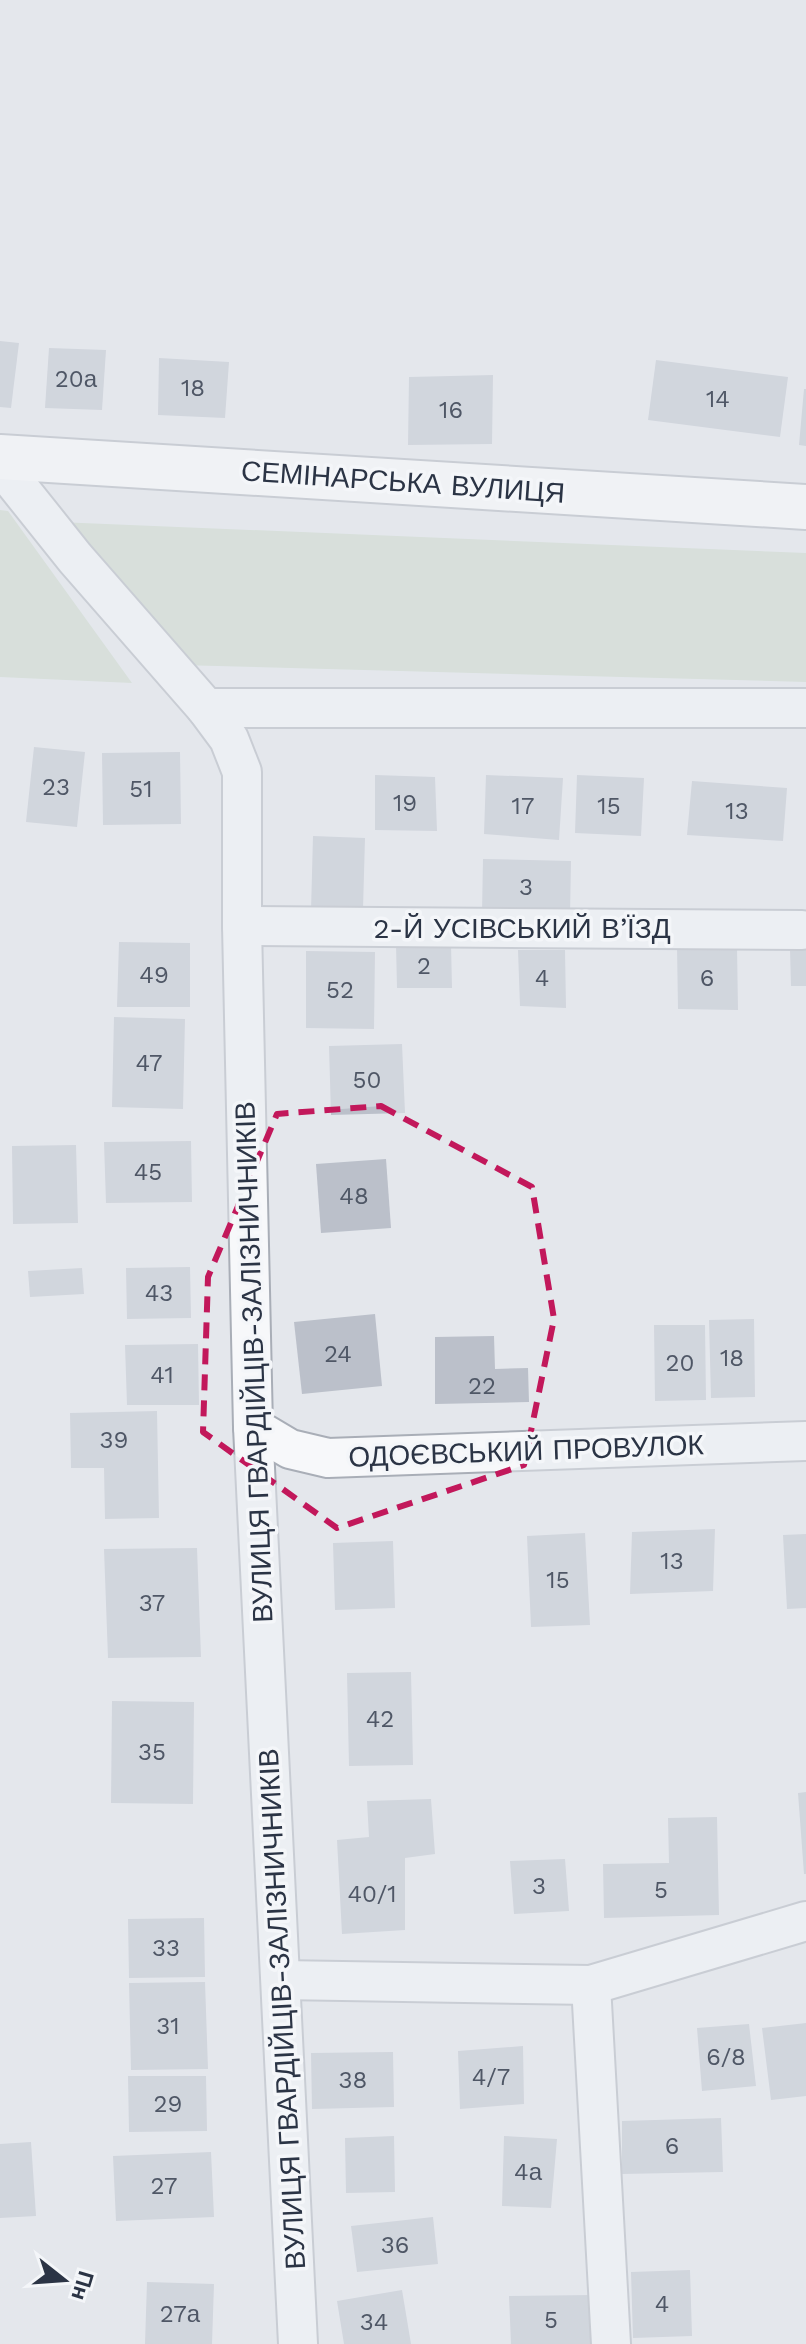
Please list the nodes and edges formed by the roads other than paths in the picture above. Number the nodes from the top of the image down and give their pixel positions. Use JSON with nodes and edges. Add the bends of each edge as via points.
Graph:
{"nodes":[{"id":1,"x":0,"y":457,"type":"edge"},
{"id":2,"x":0,"y":464,"type":"edge"},
{"id":3,"x":806,"y":507,"type":"edge"},
{"id":4,"x":206,"y":708,"type":"junction"},
{"id":5,"x":806,"y":708,"type":"edge"},
{"id":6,"x":242,"y":926,"type":"junction"},
{"id":7,"x":802,"y":930,"type":"dead end"},
{"id":8,"x":253,"y":1427,"type":"junction"},
{"id":9,"x":806,"y":1441,"type":"edge"},
{"id":10,"x":806,"y":1921,"type":"edge"},
{"id":11,"x":281,"y":1980,"type":"junction"},
{"id":12,"x":591,"y":1985,"type":"junction"},
{"id":13,"x":298,"y":2344,"type":"edge"},
{"id":14,"x":611,"y":2344,"type":"edge"}],
"edges":[{"from":1,"to":3,"type":"main road","name":"СЕМІНАРСЬКА ВУЛИЦЯ"},
{"from":2,"to":4,"type":"street","name":"ВУЛИЦЯ ГВАРДІЙЦІВ-ЗАЛІЗНИЧНИКІВ"},
{"from":4,"to":5,"type":"street"},
{"from":4,"to":6,"type":"street","name":"ВУЛИЦЯ ГВАРДІЙЦІВ-ЗАЛІЗНИЧНИКІВ","via":[[229,739],[242,772]]},
{"from":6,"to":7,"type":"street","name":"2-Й УСІВСЬКИЙ В’ЇЗД"},
{"from":6,"to":8,"type":"street","name":"ВУЛИЦЯ ГВАРДІЙЦІВ-ЗАЛІЗНИЧНИКІВ"},
{"from":8,"to":9,"type":"street","name":"ОДОЄВСЬКИЙ ПРОВУЛОК","via":[[290,1449],[328,1458]]},
{"from":8,"to":11,"type":"street","name":"ВУЛИЦЯ ГВАРДІЙЦІВ-ЗАЛІЗНИЧНИКІВ"},
{"from":10,"to":12,"type":"street"},
{"from":11,"to":12,"type":"street"},
{"from":11,"to":13,"type":"street","name":"ВУЛИЦЯ ГВАРДІЙЦІВ-ЗАЛІЗНИЧНИКІВ"},
{"from":12,"to":14,"type":"street"}]}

Your assignment
From the data, collect all lines where the string "ЗАЛІЗНИЧНИКІВ" appears.

Result of this task
{"from":2,"to":4,"type":"street","name":"ВУЛИЦЯ ГВАРДІЙЦІВ-ЗАЛІЗНИЧНИКІВ"},
{"from":4,"to":6,"type":"street","name":"ВУЛИЦЯ ГВАРДІЙЦІВ-ЗАЛІЗНИЧНИКІВ","via":[[229,739],[242,772]]},
{"from":6,"to":8,"type":"street","name":"ВУЛИЦЯ ГВАРДІЙЦІВ-ЗАЛІЗНИЧНИКІВ"},
{"from":8,"to":11,"type":"street","name":"ВУЛИЦЯ ГВАРДІЙЦІВ-ЗАЛІЗНИЧНИКІВ"},
{"from":11,"to":13,"type":"street","name":"ВУЛИЦЯ ГВАРДІЙЦІВ-ЗАЛІЗНИЧНИКІВ"},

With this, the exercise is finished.